When collectors are looking for the best examples of Proofs from this period, they are looking for grade and the presence of thick, bold frost.
NGC reports 12,795 grading events of the 1964 Washington quarter in Proof. 8.78% of this total earned the Cameo designation, while a paltry 3.1% earned Ultra Cameo. The typical grade for a submitted coin was in the Proof 67 to Proof 68 range, with a sizable population in Proof 69. Assume that coins submitted for grading were handpicked for quality. On average, a fresh Proof set that was well cared for will yield a quarter in this grade range. Expect worse if the coin was mishandled, the set’s packaging is brittle or damaged, or the coin was removed and put into a Capital holder.
PCGS has graded 6,968 1964 Washington quarters in Proof. From that pool, PCGS has attributed their Deep Cameo designation to 6.7% of coins submitted, while 13.6% earned the company’s Cameo attribution. PCGS’ grade distribution mirrors that of NGC.

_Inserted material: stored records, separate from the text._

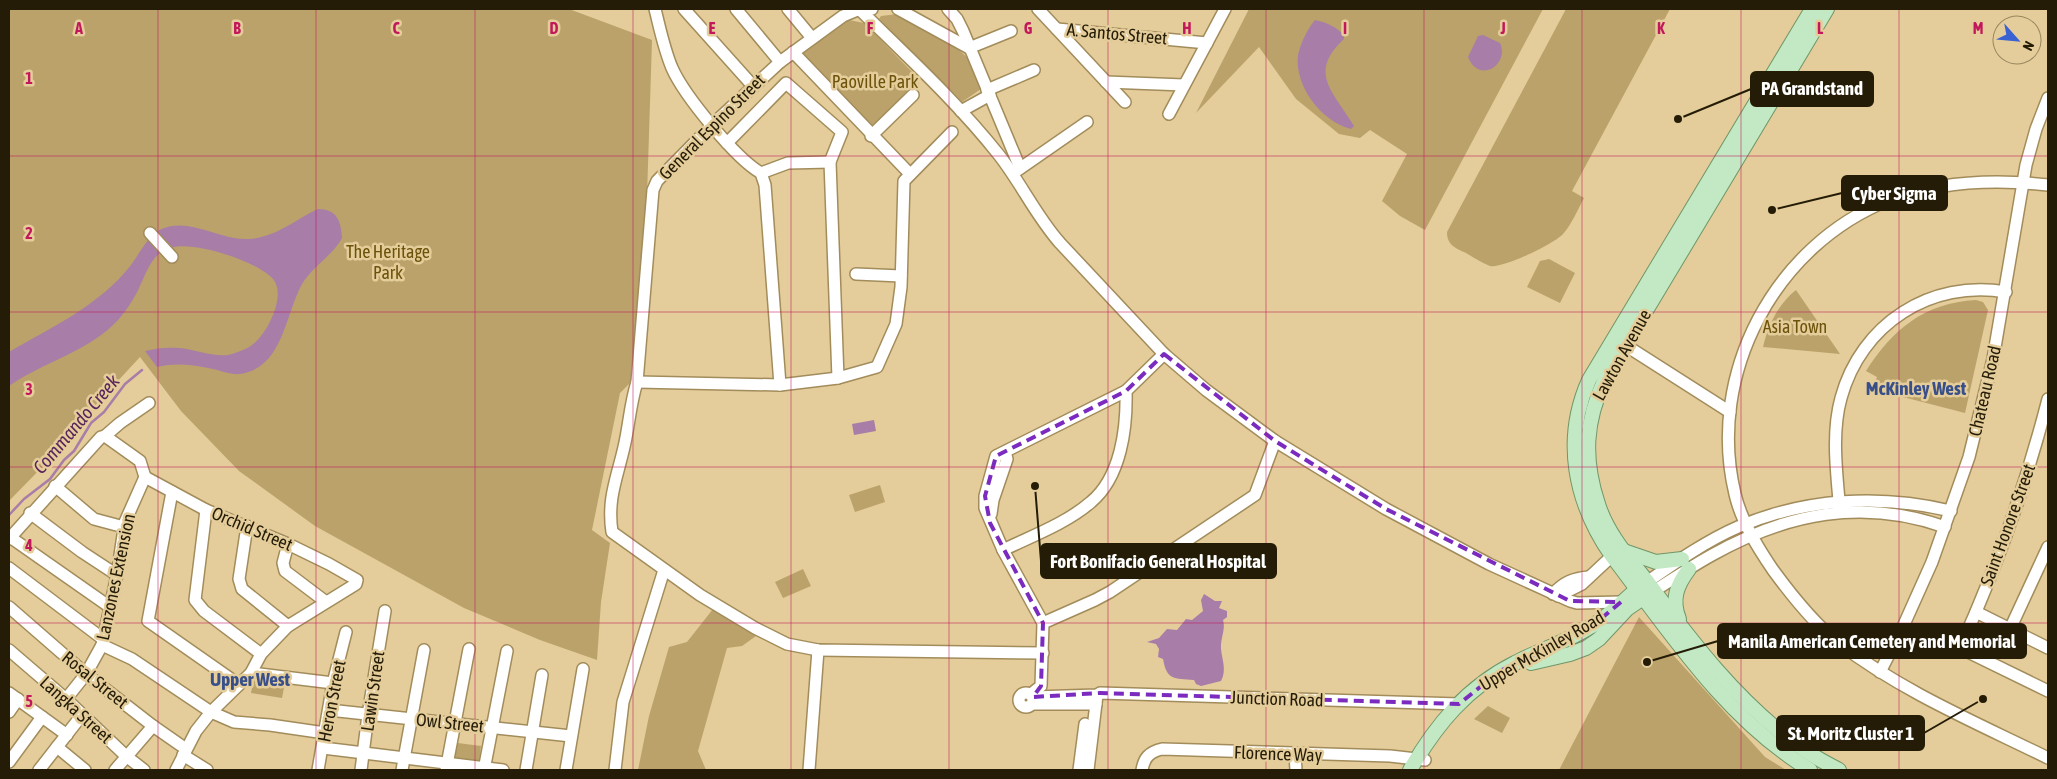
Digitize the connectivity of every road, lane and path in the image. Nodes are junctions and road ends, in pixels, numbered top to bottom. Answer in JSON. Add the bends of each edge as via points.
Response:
{"nodes":[{"id":1,"x":655,"y":9,"type":"edge"},
{"id":2,"x":736,"y":9,"type":"edge"},
{"id":3,"x":788,"y":9,"type":"edge"},
{"id":4,"x":859,"y":9,"type":"edge"},
{"id":5,"x":872,"y":9,"type":"edge"},
{"id":6,"x":898,"y":9,"type":"edge"},
{"id":7,"x":948,"y":9,"type":"edge"},
{"id":8,"x":1038,"y":9,"type":"edge"},
{"id":9,"x":1225,"y":9,"type":"edge"},
{"id":10,"x":1812,"y":9,"type":"edge"},
{"id":11,"x":1827,"y":9,"type":"edge"},
{"id":12,"x":688,"y":10,"type":"edge"},
{"id":13,"x":1057,"y":29,"type":"junction"},
{"id":14,"x":1011,"y":31,"type":"dead end"},
{"id":15,"x":812,"y":38,"type":"junction"},
{"id":16,"x":1207,"y":43,"type":"junction"},
{"id":17,"x":969,"y":48,"type":"junction"},
{"id":18,"x":793,"y":52,"type":"junction"},
{"id":19,"x":780,"y":62,"type":"junction"},
{"id":20,"x":1034,"y":70,"type":"dead end"},
{"id":21,"x":1106,"y":82,"type":"junction"},
{"id":22,"x":1184,"y":85,"type":"junction"},
{"id":23,"x":753,"y":86,"type":"junction"},
{"id":24,"x":989,"y":93,"type":"junction"},
{"id":25,"x":913,"y":95,"type":"dead end"},
{"id":26,"x":2048,"y":98,"type":"edge"},
{"id":27,"x":1125,"y":102,"type":"dead end"},
{"id":28,"x":961,"y":111,"type":"junction"},
{"id":29,"x":1169,"y":114,"type":"dead end"},
{"id":30,"x":1087,"y":122,"type":"dead end"},
{"id":31,"x":712,"y":125,"type":"junction"},
{"id":32,"x":952,"y":132,"type":"dead end"},
{"id":33,"x":871,"y":136,"type":"junction"},
{"id":34,"x":727,"y":143,"type":"junction"},
{"id":35,"x":830,"y":162,"type":"junction"},
{"id":36,"x":1016,"y":171,"type":"junction"},
{"id":37,"x":761,"y":173,"type":"junction"},
{"id":38,"x":910,"y":174,"type":"junction"},
{"id":39,"x":2022,"y":184,"type":"junction"},
{"id":40,"x":2048,"y":186,"type":"edge"},
{"id":41,"x":150,"y":234,"type":"dead end"},
{"id":42,"x":172,"y":257,"type":"dead end"},
{"id":43,"x":856,"y":274,"type":"dead end"},
{"id":44,"x":901,"y":276,"type":"junction"},
{"id":45,"x":2006,"y":292,"type":"junction"},
{"id":46,"x":1631,"y":349,"type":"junction"},
{"id":47,"x":1164,"y":354,"type":"junction"},
{"id":48,"x":838,"y":378,"type":"junction"},
{"id":49,"x":637,"y":382,"type":"junction"},
{"id":50,"x":780,"y":385,"type":"junction"},
{"id":51,"x":1126,"y":391,"type":"junction"},
{"id":52,"x":2048,"y":399,"type":"edge"},
{"id":53,"x":149,"y":403,"type":"dead end"},
{"id":54,"x":1730,"y":412,"type":"junction"},
{"id":55,"x":103,"y":436,"type":"junction"},
{"id":56,"x":2043,"y":438,"type":"edge"},
{"id":57,"x":1275,"y":441,"type":"junction"},
{"id":58,"x":145,"y":478,"type":"junction"},
{"id":59,"x":55,"y":486,"type":"junction"},
{"id":60,"x":172,"y":492,"type":"junction"},
{"id":61,"x":1840,"y":507,"type":"junction"},
{"id":62,"x":206,"y":510,"type":"junction"},
{"id":63,"x":1951,"y":511,"type":"junction"},
{"id":64,"x":30,"y":513,"type":"junction"},
{"id":65,"x":1747,"y":524,"type":"junction"},
{"id":66,"x":247,"y":526,"type":"junction"},
{"id":67,"x":124,"y":527,"type":"junction"},
{"id":68,"x":1945,"y":527,"type":"junction"},
{"id":69,"x":1753,"y":536,"type":"junction"},
{"id":70,"x":10,"y":538,"type":"edge"},
{"id":71,"x":288,"y":544,"type":"junction"},
{"id":72,"x":2048,"y":546,"type":"edge"},
{"id":73,"x":1003,"y":550,"type":"junction"},
{"id":74,"x":1618,"y":554,"type":"junction"},
{"id":75,"x":1685,"y":564,"type":"junction"},
{"id":76,"x":9,"y":568,"type":"edge"},
{"id":77,"x":664,"y":570,"type":"junction"},
{"id":78,"x":117,"y":575,"type":"junction"},
{"id":79,"x":1645,"y":590,"type":"junction"},
{"id":80,"x":1556,"y":595,"type":"junction"},
{"id":81,"x":326,"y":602,"type":"junction"},
{"id":82,"x":1621,"y":602,"type":"junction"},
{"id":83,"x":9,"y":607,"type":"edge"},
{"id":84,"x":110,"y":607,"type":"junction"},
{"id":85,"x":385,"y":611,"type":"dead end"},
{"id":86,"x":1976,"y":612,"type":"junction"},
{"id":87,"x":1042,"y":623,"type":"junction"},
{"id":88,"x":288,"y":626,"type":"junction"},
{"id":89,"x":2010,"y":629,"type":"junction"},
{"id":90,"x":346,"y":632,"type":"dead end"},
{"id":91,"x":1686,"y":633,"type":"junction"},
{"id":92,"x":102,"y":642,"type":"junction"},
{"id":93,"x":2047,"y":645,"type":"edge"},
{"id":94,"x":469,"y":649,"type":"dead end"},
{"id":95,"x":9,"y":650,"type":"edge"},
{"id":96,"x":424,"y":650,"type":"dead end"},
{"id":97,"x":818,"y":650,"type":"junction"},
{"id":98,"x":507,"y":651,"type":"dead end"},
{"id":99,"x":261,"y":654,"type":"junction"},
{"id":100,"x":1043,"y":654,"type":"junction"},
{"id":101,"x":584,"y":669,"type":"dead end"},
{"id":102,"x":1880,"y":672,"type":"junction"},
{"id":103,"x":251,"y":673,"type":"junction"},
{"id":104,"x":86,"y":674,"type":"junction"},
{"id":105,"x":542,"y":675,"type":"dead end"},
{"id":106,"x":334,"y":683,"type":"junction"},
{"id":107,"x":238,"y":684,"type":"junction"},
{"id":108,"x":2048,"y":691,"type":"edge"},
{"id":109,"x":13,"y":696,"type":"edge"},
{"id":110,"x":66,"y":698,"type":"junction"},
{"id":111,"x":1096,"y":699,"type":"junction"},
{"id":112,"x":1458,"y":704,"type":"junction"},
{"id":113,"x":329,"y":710,"type":"junction"},
{"id":114,"x":9,"y":712,"type":"edge"},
{"id":115,"x":211,"y":712,"type":"junction"},
{"id":116,"x":368,"y":714,"type":"junction"},
{"id":117,"x":82,"y":715,"type":"junction"},
{"id":118,"x":42,"y":717,"type":"junction"},
{"id":119,"x":412,"y":719,"type":"junction"},
{"id":120,"x":455,"y":724,"type":"junction"},
{"id":121,"x":1085,"y":724,"type":"dead end"},
{"id":122,"x":153,"y":726,"type":"junction"},
{"id":123,"x":493,"y":728,"type":"junction"},
{"id":124,"x":533,"y":732,"type":"junction"},
{"id":125,"x":325,"y":734,"type":"junction"},
{"id":126,"x":67,"y":735,"type":"junction"},
{"id":127,"x":571,"y":736,"type":"junction"},
{"id":128,"x":57,"y":747,"type":"junction"},
{"id":129,"x":323,"y":748,"type":"junction"},
{"id":130,"x":184,"y":752,"type":"junction"},
{"id":131,"x":364,"y":753,"type":"junction"},
{"id":132,"x":1295,"y":755,"type":"junction"},
{"id":133,"x":126,"y":756,"type":"junction"},
{"id":134,"x":404,"y":758,"type":"junction"},
{"id":135,"x":2048,"y":758,"type":"edge"},
{"id":136,"x":9,"y":762,"type":"edge"},
{"id":137,"x":1421,"y":762,"type":"edge"},
{"id":138,"x":447,"y":767,"type":"edge"},
{"id":139,"x":484,"y":769,"type":"edge"},
{"id":140,"x":40,"y":770,"type":"edge"},
{"id":141,"x":85,"y":770,"type":"edge"},
{"id":142,"x":115,"y":770,"type":"edge"},
{"id":143,"x":144,"y":770,"type":"edge"},
{"id":144,"x":176,"y":770,"type":"edge"},
{"id":145,"x":207,"y":770,"type":"edge"},
{"id":146,"x":318,"y":770,"type":"edge"},
{"id":147,"x":361,"y":770,"type":"edge"},
{"id":148,"x":402,"y":770,"type":"edge"},
{"id":149,"x":503,"y":770,"type":"edge"},
{"id":150,"x":526,"y":770,"type":"edge"},
{"id":151,"x":566,"y":770,"type":"edge"},
{"id":152,"x":615,"y":770,"type":"edge"},
{"id":153,"x":808,"y":770,"type":"edge"},
{"id":154,"x":1079,"y":770,"type":"edge"},
{"id":155,"x":1088,"y":770,"type":"edge"},
{"id":156,"x":1142,"y":770,"type":"edge"},
{"id":157,"x":1296,"y":770,"type":"edge"},
{"id":158,"x":1410,"y":770,"type":"edge"},
{"id":159,"x":1810,"y":770,"type":"edge"},
{"id":160,"x":1839,"y":770,"type":"edge"}],
"edges":[{"from":1,"to":31,"type":"street","via":[[673,70]]},
{"from":2,"to":19,"type":"street"},
{"from":3,"to":15,"type":"street"},
{"from":4,"to":5,"type":"street"},
{"from":4,"to":15,"type":"street","name":"General Espino Street"},
{"from":4,"to":28,"type":"street"},
{"from":6,"to":17,"type":"street"},
{"from":7,"to":17,"type":"street","via":[[957,19]]},
{"from":8,"to":13,"type":"street"},
{"from":9,"to":16,"type":"street"},
{"from":10,"to":74,"type":"main road","name":"Lawton Avenue","via":[[1585,388],[1577,415],[1574,462],[1589,517],[1600,538]]},
{"from":11,"to":46,"type":"main road","name":"Lawton Avenue"},
{"from":12,"to":23,"type":"street"},
{"from":13,"to":16,"type":"street","name":"A. Santos Street"},
{"from":13,"to":21,"type":"street"},
{"from":14,"to":17,"type":"street"},
{"from":15,"to":18,"type":"street","name":"General Espino Street"},
{"from":16,"to":22,"type":"street"},
{"from":17,"to":24,"type":"street"},
{"from":18,"to":19,"type":"street","name":"General Espino Street"},
{"from":18,"to":33,"type":"street"},
{"from":19,"to":23,"type":"street","name":"General Espino Street"},
{"from":20,"to":24,"type":"street"},
{"from":21,"to":22,"type":"street"},
{"from":21,"to":27,"type":"street"},
{"from":22,"to":29,"type":"street"},
{"from":23,"to":31,"type":"street","name":"General Espino Street"},
{"from":24,"to":28,"type":"street"},
{"from":24,"to":36,"type":"street"},
{"from":25,"to":33,"type":"street"},
{"from":26,"to":39,"type":"street","name":"Chateau Road"},
{"from":28,"to":36,"type":"street"},
{"from":30,"to":36,"type":"street"},
{"from":31,"to":34,"type":"street"},
{"from":31,"to":49,"type":"street","name":"General Espino Street","via":[[657,181],[653,190]]},
{"from":32,"to":38,"type":"street"},
{"from":33,"to":38,"type":"street"},
{"from":34,"to":35,"type":"street","via":[[786,83],[842,132]]},
{"from":34,"to":37,"type":"street"},
{"from":35,"to":37,"type":"street","via":[[788,163]]},
{"from":35,"to":48,"type":"street"},
{"from":36,"to":47,"type":"street","via":[[1046,227]]},
{"from":37,"to":50,"type":"street","via":[[766,194]]},
{"from":38,"to":44,"type":"street","via":[[904,180]]},
{"from":39,"to":40,"type":"street"},
{"from":39,"to":45,"type":"street","name":"Chateau Road"},
{"from":39,"to":54,"type":"street","via":[[1981,182],[1934,187],[1889,200],[1832,232],[1793,267],[1753,326],[1742,355]]},
{"from":41,"to":42,"type":"street"},
{"from":43,"to":44,"type":"street"},
{"from":44,"to":48,"type":"street","via":[[896,324],[877,367]]},
{"from":45,"to":61,"type":"street","via":[[1973,288],[1920,302],[1893,318],[1864,350],[1846,385],[1838,414]]},
{"from":45,"to":63,"type":"street","name":"Chateau Road","via":[[1982,412]]},
{"from":46,"to":54,"type":"street"},
{"from":46,"to":74,"type":"main road","name":"Lawton Avenue","via":[[1597,395],[1588,438],[1590,475]]},
{"from":47,"to":51,"type":"street"},
{"from":47,"to":57,"type":"street"},
{"from":48,"to":50,"type":"street"},
{"from":49,"to":50,"type":"street"},
{"from":49,"to":77,"type":"street","name":"General Espino Street","via":[[610,504],[612,532]]},
{"from":51,"to":73,"type":"street","via":[[1124,434],[1113,473],[1104,488],[1091,502],[1063,520]]},
{"from":51,"to":73,"type":"street","via":[[996,456],[985,508]]},
{"from":52,"to":56,"type":"street","name":"Saint Honore Street"},
{"from":53,"to":55,"type":"street"},
{"from":54,"to":65,"type":"street","via":[[1730,466],[1735,493]]},
{"from":55,"to":58,"type":"street","via":[[140,461]]},
{"from":55,"to":59,"type":"street"},
{"from":56,"to":86,"type":"street","name":"Saint Honore Street"},
{"from":57,"to":80,"type":"street","via":[[1386,510]]},
{"from":57,"to":87,"type":"street","via":[[1255,495],[1110,592]]},
{"from":58,"to":60,"type":"street","name":"Orchid Street"},
{"from":58,"to":67,"type":"street","name":"Lanzones Extension","via":[[130,506]]},
{"from":59,"to":64,"type":"street"},
{"from":59,"to":67,"type":"street","via":[[94,519]]},
{"from":60,"to":62,"type":"street","name":"Orchid Street"},
{"from":60,"to":107,"type":"street","via":[[148,621]]},
{"from":61,"to":63,"type":"street","via":[[1871,500],[1904,502]]},
{"from":61,"to":65,"type":"street","name":"Upper McKinley Road","via":[[1799,508]]},
{"from":61,"to":68,"type":"street","via":[[1908,516]]},
{"from":61,"to":69,"type":"street","name":"Upper McKinley Road"},
{"from":62,"to":66,"type":"street","name":"Orchid Street"},
{"from":62,"to":99,"type":"street","via":[[195,600],[204,611]]},
{"from":63,"to":68,"type":"street","name":"Chateau Road"},
{"from":64,"to":70,"type":"street"},
{"from":64,"to":78,"type":"street"},
{"from":65,"to":69,"type":"street"},
{"from":65,"to":75,"type":"street","name":"Upper McKinley Road"},
{"from":66,"to":71,"type":"street","name":"Orchid Street"},
{"from":66,"to":88,"type":"street","via":[[239,579],[242,589]]},
{"from":67,"to":78,"type":"street","name":"Lanzones Extension"},
{"from":68,"to":102,"type":"street","name":"Chateau Road","via":[[1918,596]]},
{"from":69,"to":75,"type":"street","name":"Upper McKinley Road"},
{"from":69,"to":102,"type":"street","via":[[1772,569],[1804,608],[1839,644]]},
{"from":70,"to":84,"type":"street"},
{"from":71,"to":81,"type":"street","via":[[283,564],[285,571]]},
{"from":71,"to":81,"type":"street","name":"Orchid Street","via":[[358,580]]},
{"from":72,"to":89,"type":"street"},
{"from":73,"to":87,"type":"street"},
{"from":74,"to":75,"type":"main road"},
{"from":74,"to":79,"type":"main road","name":"Lawton Avenue"},
{"from":74,"to":80,"type":"street","via":[[1573,590]]},
{"from":75,"to":79,"type":"street","name":"Upper McKinley Road"},
{"from":75,"to":91,"type":"main road","via":[[1675,599]]},
{"from":76,"to":92,"type":"street"},
{"from":77,"to":97,"type":"street","name":"General Espino Street","via":[[776,640]]},
{"from":77,"to":152,"type":"street","via":[[623,702]]},
{"from":78,"to":84,"type":"street","name":"Lanzones Extension"},
{"from":79,"to":82,"type":"main road","name":"Upper McKinley Road"},
{"from":79,"to":91,"type":"main road","name":"Lawton Avenue"},
{"from":79,"to":137,"type":"main road","name":"Upper McKinley Road","via":[[1599,639],[1586,648],[1527,664],[1493,684],[1447,726]]},
{"from":79,"to":159,"type":"main road","name":"Lawton Avenue","via":[[1701,673],[1770,744]]},
{"from":80,"to":82,"type":"street","via":[[1578,603]]},
{"from":81,"to":88,"type":"street"},
{"from":82,"to":112,"type":"main road","name":"Upper McKinley Road","via":[[1591,627],[1500,671]]},
{"from":83,"to":104,"type":"street","name":"Rosal Street"},
{"from":84,"to":92,"type":"street","name":"Lanzones Extension"},
{"from":85,"to":116,"type":"street","name":"Lawin Street"},
{"from":86,"to":89,"type":"street"},
{"from":86,"to":108,"type":"street","name":"Saint Honore Street","via":[[1960,648]]},
{"from":87,"to":100,"type":"street"},
{"from":88,"to":99,"type":"street"},
{"from":89,"to":93,"type":"street"},
{"from":90,"to":106,"type":"street","name":"Heron Street"},
{"from":91,"to":160,"type":"main road","name":"Lawton Avenue","via":[[1757,712],[1801,748]]},
{"from":92,"to":104,"type":"street","name":"Lanzones Extension"},
{"from":92,"to":115,"type":"street"},
{"from":94,"to":120,"type":"street"},
{"from":95,"to":110,"type":"street","name":"Langka Street"},
{"from":96,"to":119,"type":"street"},
{"from":97,"to":100,"type":"street","name":"General Espino Street"},
{"from":97,"to":153,"type":"street"},
{"from":98,"to":123,"type":"street"},
{"from":99,"to":103,"type":"street"},
{"from":100,"to":111,"type":"street","name":"Junction Road","via":[[1041,686],[1032,699]]},
{"from":101,"to":127,"type":"street"},
{"from":102,"to":135,"type":"street"},
{"from":103,"to":106,"type":"street"},
{"from":103,"to":107,"type":"street"},
{"from":104,"to":110,"type":"street","name":"Lanzones Extension"},
{"from":104,"to":122,"type":"street","name":"Rosal Street"},
{"from":105,"to":124,"type":"street"},
{"from":106,"to":113,"type":"street","name":"Heron Street"},
{"from":107,"to":115,"type":"street"},
{"from":109,"to":114,"type":"street"},
{"from":109,"to":118,"type":"street"},
{"from":110,"to":117,"type":"street","name":"Langka Street"},
{"from":111,"to":112,"type":"street","name":"Junction Road","via":[[1100,693],[1112,693]]},
{"from":111,"to":155,"type":"street"},
{"from":112,"to":137,"type":"main road","name":"Upper McKinley Road","via":[[1435,729]]},
{"from":113,"to":116,"type":"street","name":"Owl Street"},
{"from":113,"to":125,"type":"street","name":"Heron Street"},
{"from":115,"to":125,"type":"street","via":[[234,722]]},
{"from":115,"to":130,"type":"street"},
{"from":116,"to":119,"type":"street","name":"Owl Street"},
{"from":116,"to":131,"type":"street","name":"Lawin Street"},
{"from":117,"to":126,"type":"street"},
{"from":117,"to":133,"type":"street","name":"Langka Street"},
{"from":118,"to":126,"type":"street"},
{"from":118,"to":136,"type":"street"},
{"from":119,"to":120,"type":"street","name":"Owl Street"},
{"from":119,"to":134,"type":"street"},
{"from":120,"to":123,"type":"street","name":"Owl Street"},
{"from":120,"to":138,"type":"street"},
{"from":121,"to":154,"type":"street"},
{"from":122,"to":130,"type":"street","name":"Rosal Street"},
{"from":122,"to":133,"type":"street"},
{"from":123,"to":124,"type":"street","name":"Owl Street"},
{"from":123,"to":139,"type":"street"},
{"from":124,"to":127,"type":"street","name":"Owl Street"},
{"from":124,"to":150,"type":"street"},
{"from":125,"to":129,"type":"street","name":"Heron Street"},
{"from":126,"to":128,"type":"street"},
{"from":127,"to":151,"type":"street"},
{"from":128,"to":140,"type":"street"},
{"from":128,"to":141,"type":"street"},
{"from":129,"to":131,"type":"street"},
{"from":129,"to":146,"type":"street","name":"Heron Street"},
{"from":130,"to":144,"type":"street"},
{"from":130,"to":145,"type":"street","name":"Rosal Street"},
{"from":131,"to":134,"type":"street"},
{"from":131,"to":147,"type":"street","name":"Lawin Street"},
{"from":132,"to":137,"type":"street","name":"Florence Way"},
{"from":132,"to":156,"type":"street","name":"Florence Way","via":[[1162,749],[1148,754]]},
{"from":132,"to":157,"type":"street"},
{"from":133,"to":142,"type":"street"},
{"from":133,"to":143,"type":"street","name":"Langka Street"},
{"from":134,"to":138,"type":"street"},
{"from":134,"to":148,"type":"street"},
{"from":137,"to":158,"type":"main road","name":"Upper McKinley Road"},
{"from":138,"to":139,"type":"street"},
{"from":139,"to":149,"type":"street"}]}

That one service’s Cameo and Deep/Ultra Cameo designation is higher than the other’s, given the relative population size, is interesting but not conclusive. Our assumption is that more coins were submitted in bulk to NGC, regardless of the presence or absence of frost.
That said, based on our observations, NGC’s 3.1% appearance of Ultra Cameos is a little too low and PCGS’s 6.7% is a little too high. A more accurate ballpark is 85% Brilliant, 10% Cameo, 5% Deep/Ultra Cameo.
What’s It Worth?
Regardless of condition, a Proof 1964 Washington quarter is made of 90% silver and has an actual silver weight of 0.1808 ounces. This means that if silver is $16.65 USD an ounce, then a Washington quarter struck before 1964 has a melt value of $3.01.
The numismatic premium for a well-preserved Washington quarter is worth approximately two times melt, or $6.00.
Coin certification by PCGS or NGC can add significant numismatic value to the coin, especially if the coin exhibits thick cameo frosting and has virtually flawless fields and devices. PCGS has certified 36 Brilliant 1964 Washington quarters as Proof 70, but to date, no Cameo or Deep Cameo has earned higher than Proof 69. A PCGS Proof 70 with great eye appeal will trade for about $300; however, a badly spotted example in an old PCGS holder sold at Heritage in 2017 for $119.
That coin sold for about $116 too much.
Brilliant examples in 69 routinely trade for $30. In Cameo, a 1964 Washington quarter in Proof sells between $50 to $75. The dividing line between Cameo and Deep/Ultra Cameo can be arbitrary. A superior Cameo may very well exceed the eye appeal of a run-of-the-mill Deep Cameo, making a stretch buy of $75 to $100 for a PQ Cameo a logical play for the specialist collector.
In Deep/Ultra Cameo, in 69, expect to pay between $200 and $300… more if the coin is truly remarkable. Not all Deep/Ultra Cameo coins are created the same; some have just enough frost to earn the designation, while others come blanketed in six feet of frost. That latter, exponentially rarer coin, should bring substantially more than prevailing rates of sight-unseen coins in the same grade.
John Flanagan’s obverse design features a left-facing portrait of George Washington based on the Jean-Antoine Houdon bust of 1786. LIBERTY wraps around the top of the coin, above Washington’s hair. The date “1972” wraps around the bottom, below Washington’s bust truncation. To the left of Washington is the national motto IN GOD WE TRUST.
A heraldic eagle, rendered in Art Deco, style is perched atop a sheaf of arrows. The arrows and the eagle’s head are facing left. Two sprays of olive branches form a “U” shape wrapping around the bottom of the eagle. Wrapping around the top of the coin is the following text: UNITED STATES OF AMERICA. Below that, the motto E PLURIBUS UNUM. Wrapping around the bottom of the coin, the denomination QUARTER DOLLAR is inscribed.
The edge of the 1964 Proof Washington quarter, like all Washington quarters, is reeded.